La première corrida de la féria de Béziers 2009 s'annonçait sous les meilleurs hospices. Bien sûr il y avait eu l'épisode tragi-comique de l'affiche bidonnée de Nouvel. Bien sûr, jeudi matin, ça sentait déjà l'urine et le vomi aigre un peu partout. Et le prix du demi avait flambé selon les bons conseils de la crise ... Mais le soleil dardait grave et le cartel regroupait trois figuras top niveau.

Les arènes de Beauxhostes, pleines comme un œuf, n'arrivaient pas à absorber le flot des entrants. No hay billetes !
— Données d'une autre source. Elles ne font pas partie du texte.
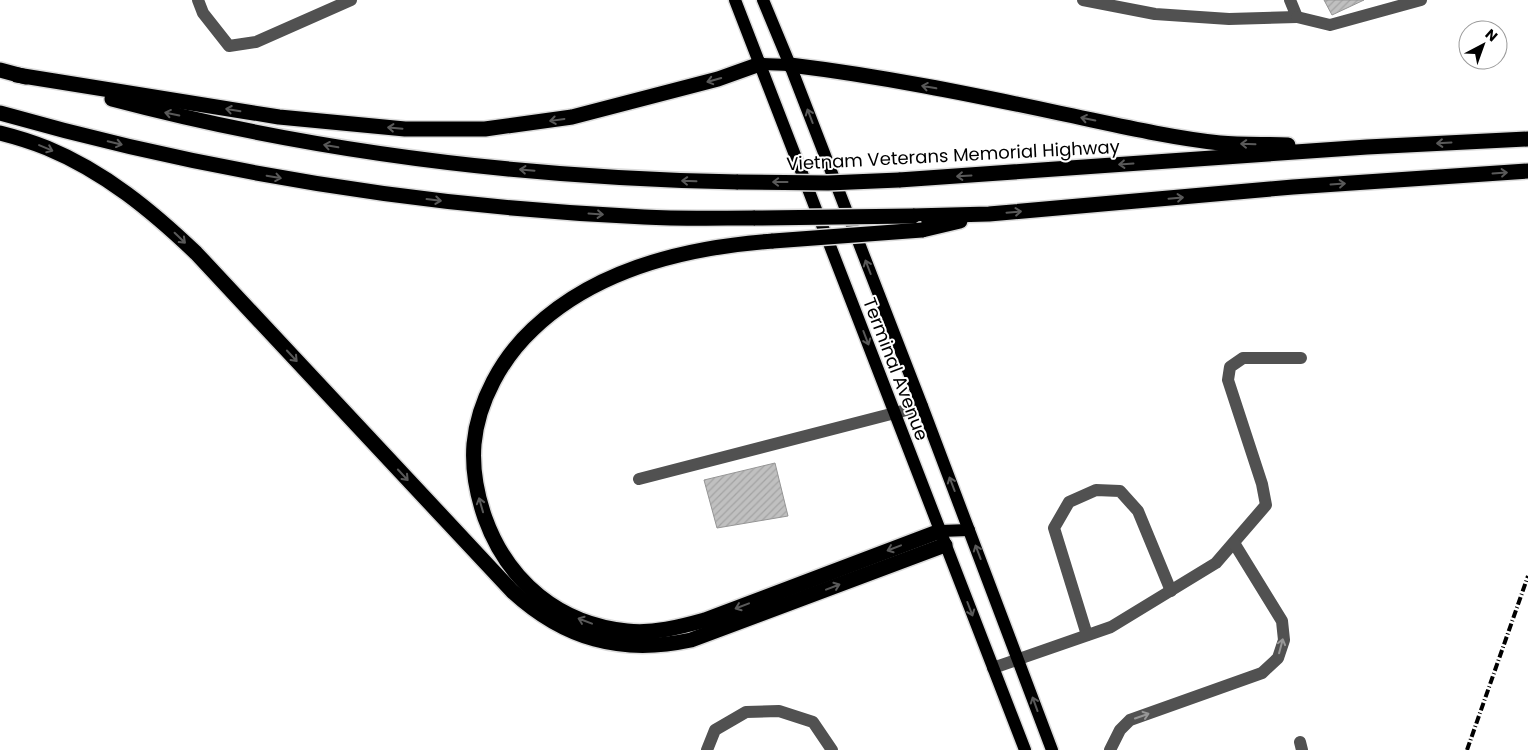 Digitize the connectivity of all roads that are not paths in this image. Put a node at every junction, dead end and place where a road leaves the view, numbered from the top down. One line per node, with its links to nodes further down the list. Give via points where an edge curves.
1 (198, 0): 2 (street, via 203,13 229,46 256,42)
2 (351, 0)
3 (735, 0): 9 (main road, Terminal Avenue)
4 (763, 0): 10 (main road, Terminal Avenue)
5 (1083, 0): 8 (street, via 1155,14 1229,19)
6 (1290, 0): 8 (street)
7 (1421, 0): 8 (street, via 1330,25)
8 (1297, 17)
9 (760, 64): 10 (main road); 12 (highway, one-way to 12, via 718,79 572,117 477,129 405,129 279,117); 21 (main road, Terminal Avenue, one-way to 21)
10 (790, 65): 16 (highway, one-way to 10, via 1221,143 1140,130 959,92); 20 (main road, Terminal Avenue, one-way to 10)
11 (0, 70): 12 (highway, Vietnam Veterans Memorial Highway)
12 (17, 75): 16 (highway, Vietnam Veterans Memorial Highway, one-way to 12, bridge, via 828,183 591,176 474,166 288,138 154,110)
13 (0, 113): 18 (highway, one-way to 18, bridge, via 242,171 458,203 625,216 755,218)
14 (0, 132): 24 (highway, one-way to 24, via 48,148 84,166 123,190 165,223 506,585 558,626 599,641 627,646 691,640)
15 (1528, 138): 16 (highway, Vietnam Veterans Memorial Highway, one-way to 16)
16 (1367, 147)
17 (1528, 171): 18 (highway, one-way to 17)
18 (989, 214): 24 (highway, one-way to 18, bridge, via 705,620 644,632 613,630 569,615 541,598 509,566 487,524 477,491 474,443 487,396 502,367 521,342 558,309 620,274 692,252 737,244 922,230)
19 (1301, 358): 25 (street, via 1243,358 1230,367 1228,380 1266,505)
20 (922, 406): 21 (street); 23 (main road, Terminal Avenue, one-way to 20)
21 (895, 413): 22 (street); 24 (main road, Terminal Avenue)
22 (639, 478)
23 (969, 530): 24 (main road); 28 (main road, Terminal Avenue, one-way to 23)
24 (943, 538): 29 (main road, Terminal Avenue, one-way to 29)
25 (1234, 542): 26 (street, via 1216,563); 34 (street, one-way to 25, via 1120,730 1130,720 1262,673 1278,658 1284,640 1282,621)
26 (1171, 591): 27 (street, via 1111,627); 27 (street, via 1138,510 1120,491 1096,490 1069,502 1054,528)
27 (1087, 635): 28 (street)
28 (1018, 659): 29 (street); 33 (main road, Terminal Avenue, one-way to 28)
29 (993, 668): 32 (main road, Terminal Avenue)
30 (707, 750): 31 (street, via 715,730 746,712 779,711 812,722)
31 (832, 750)
32 (1025, 750)
33 (1052, 750)
34 (1110, 750) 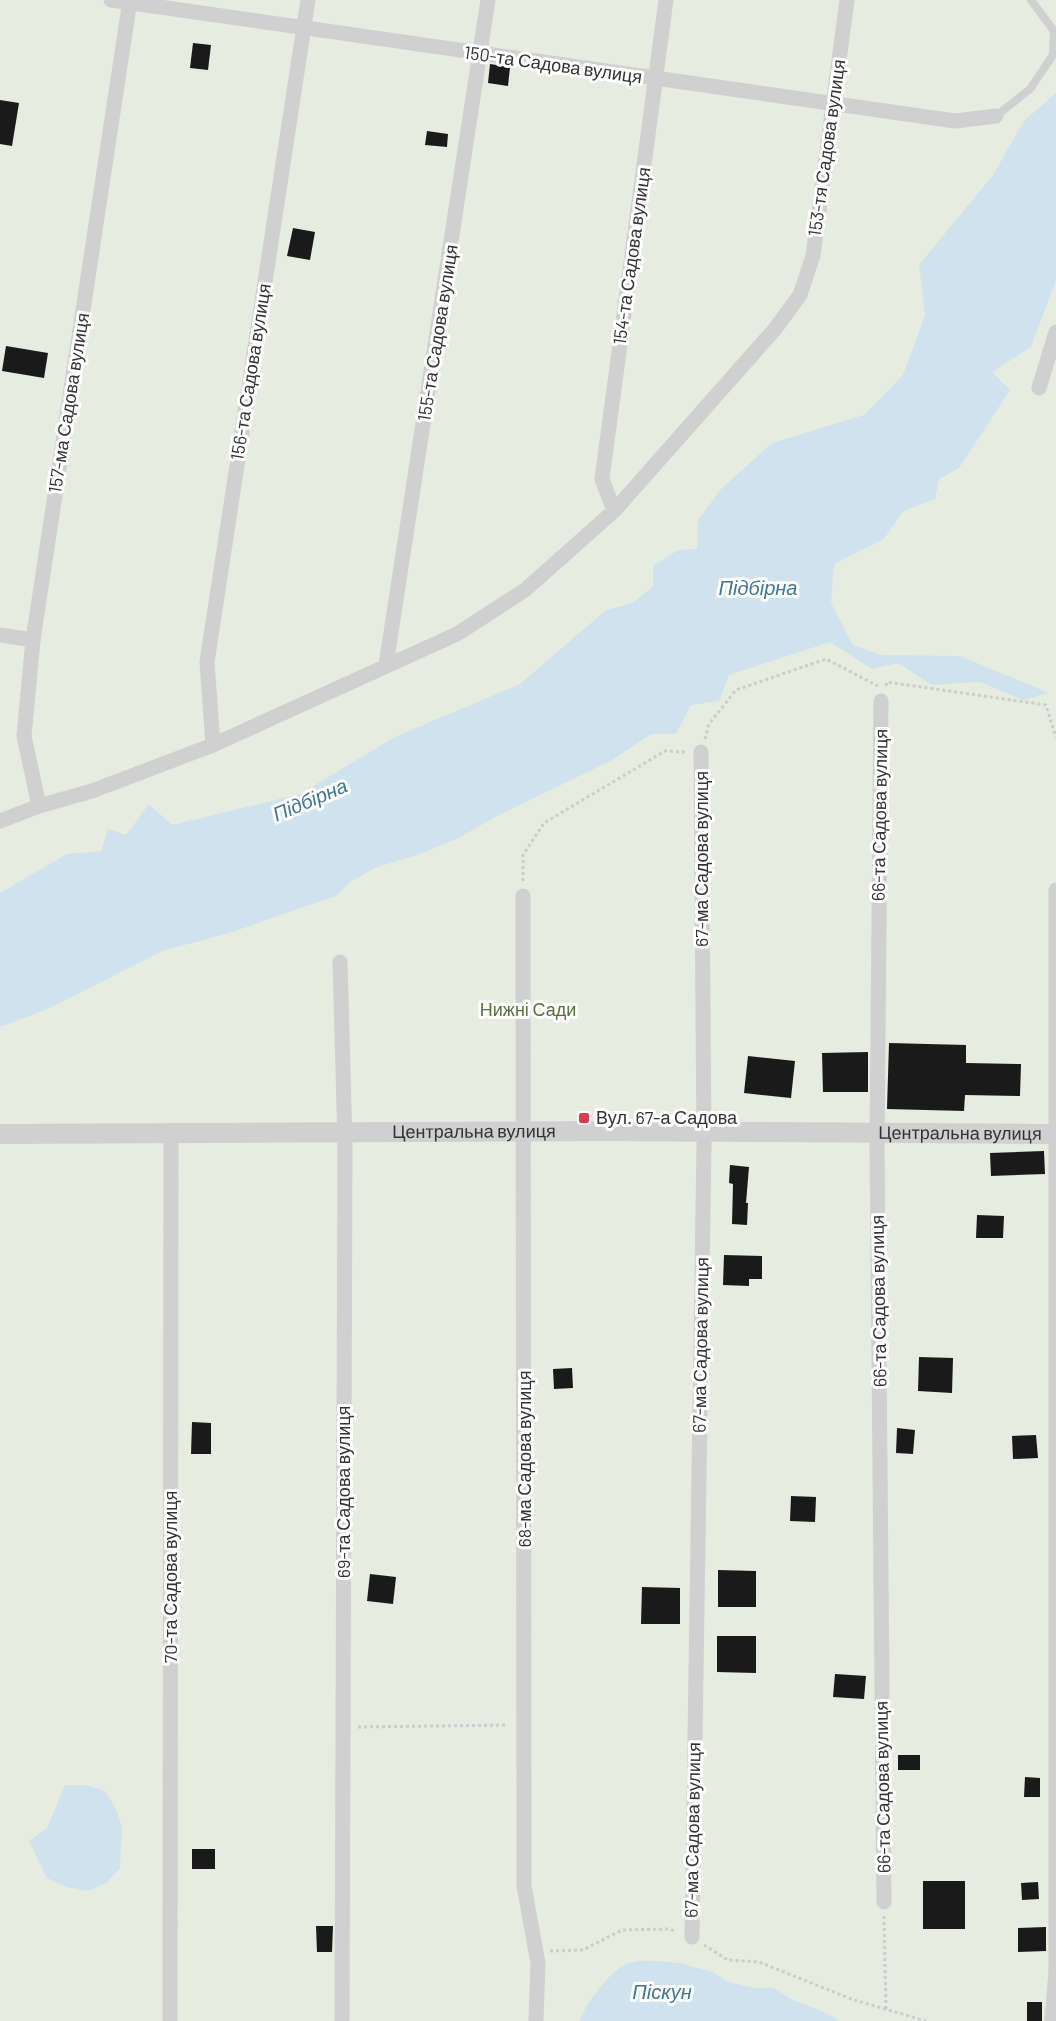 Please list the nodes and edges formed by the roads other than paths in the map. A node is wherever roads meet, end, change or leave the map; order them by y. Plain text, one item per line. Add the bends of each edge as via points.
1 (111, 0) edge
2 (308, 0) edge
3 (488, 0) edge
4 (666, 0) edge
5 (847, 0) edge
6 (1031, 0) edge
7 (129, 2) edge
8 (304, 29) junction
9 (481, 54) junction
10 (655, 79) junction
11 (832, 104) junction
12 (996, 116) joint
13 (1056, 332) edge
14 (1039, 388) dead end
15 (614, 511) junction
16 (0, 635) edge
17 (33, 640) junction
18 (386, 665) junction
19 (882, 701) dead end
20 (213, 745) junction
21 (701, 752) road end
22 (39, 806) junction
23 (0, 821) edge
24 (1056, 890) edge
25 (524, 896) road end
26 (340, 962) dead end
27 (525, 1132) junction
28 (704, 1132) junction
29 (877, 1132) junction
30 (345, 1133) junction
31 (0, 1134) edge
32 (171, 1134) junction
33 (1056, 1134) edge
34 (884, 1902) road end
35 (692, 1937) road end
36 (170, 2021) edge
37 (342, 2021) edge
38 (536, 2021) edge
39 (1052, 2021) edge

1 - 7 street, 150-та Садова вулиця
2 - 8 street, 156-та Садова вулиця
3 - 9 street, 155-та Садова вулиця
4 - 10 street, 154-та Садова вулиця
5 - 11 street, 153-тя Садова вулиця
6 - 12 lane via 1054,31 1053,55 1030,89
7 - 8 street, 150-та Садова вулиця
7 - 17 street, 157-ма Садова вулиця
8 - 9 street, 150-та Садова вулиця
8 - 20 street, 156-та Садова вулиця via 207,662
9 - 10 street, 150-та Садова вулиця
9 - 18 street, 155-та Садова вулиця
10 - 11 street, 150-та Садова вулиця
10 - 15 street, 154-та Садова вулиця via 602,479
11 - 12 street, 150-та Садова вулиця via 955,121
11 - 15 street, 153-тя Садова вулиця via 813,256 800,295 775,330
13 - 14 street
15 - 18 street, 153-тя Садова вулиця via 525,590 457,634
16 - 17 street
17 - 22 street, 157-ма Садова вулиця via 24,736
18 - 20 street, 153-тя Садова вулиця
19 - 29 street, 66-та Садова вулиця
20 - 22 street, 153-тя Садова вулиця via 92,791
21 - 28 street, 67-ма Садова вулиця
22 - 23 street, 153-тя Садова вулиця
24 - 33 street
25 - 27 street, 68-ма Садова вулиця
26 - 30 street, 69-та Садова вулиця
27 - 28 street, Центральна вулиця
27 - 30 street, Центральна вулиця
27 - 38 street, 68-ма Садова вулиця via 524,1886 538,1963
28 - 29 street, Центральна вулиця
28 - 35 street, 67-ма Садова вулиця
29 - 33 street, Центральна вулиця
29 - 34 street, 66-та Садова вулиця
30 - 32 street, Центральна вулиця
30 - 37 street, 69-та Садова вулиця
31 - 32 street, Центральна вулиця
32 - 36 street, 70-та Садова вулиця
33 - 39 street via 1056,1971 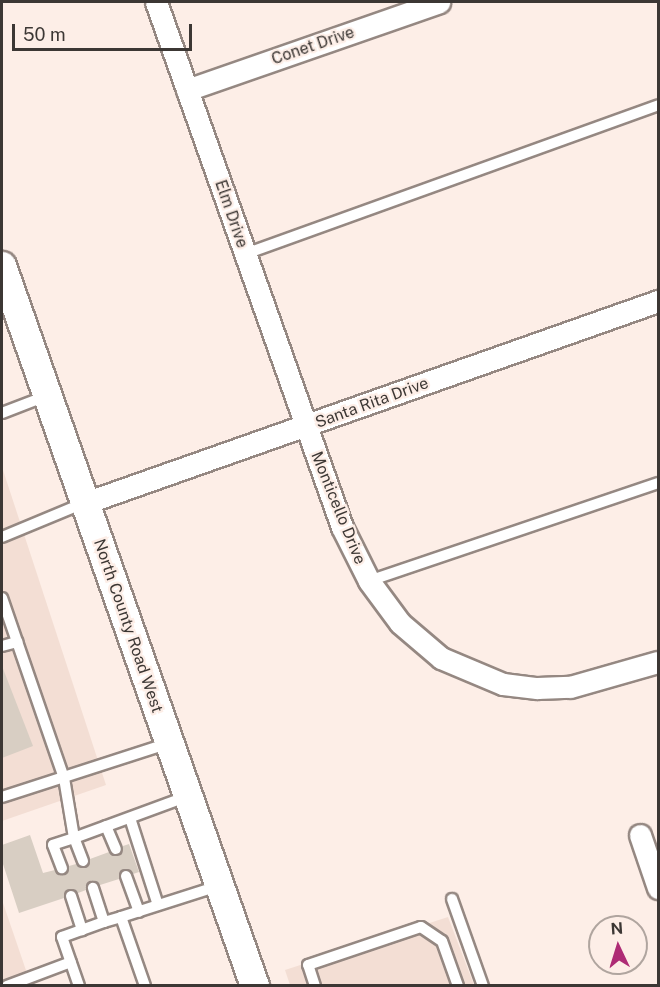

En ce qui me concerne, cet anneau rouge et ocre, je le connais intimement comme une table familiale. Là il y a Philippe, là bas Jean Pierre, là plus haut Gilbert, en bas Francis, en face Freddy... Sauf qu'aujourd'hui une des places repères  restera sans son habituel occupant. Avec Valérie comme joker ou excuse puisque le tarot était son truc. L'an dernier c'était temporaire, une impasse dans une fidélité constante. Aujourd'hui l'histoire s'est arrêtée. Plusieurs fois, durant la course, je jetterai machinalement un œil vers l'endroit, comme avant, quand je cherchais à vérifier si j'avais bien apprécié telle ou telle péripétie car je savais ses applaudissements parcimonieux et pertinents. En effet, si je fréquente l'arène biterroise depuis mes douze ou treize ans, en fait, c'est lui qui m'a initié à la complexité de la véronique, au temple exigé pour une naturelle de qualité, le sitio, ... enfin tout ce qui fait l'aficion par rapport au spectacle. Il en parlait bien et expertement, ladite expertise consolidée par « Raoulet », sa référence familiale. Il esquissait même les gestes fluides pour démontrer ses dires. Et nous frissonnions ensemble les matins de course à l'approche des toros, dans les corrales accédés subrepticement grâce à des réseaux d'amitiés rugbistico-pétanco-bouchères.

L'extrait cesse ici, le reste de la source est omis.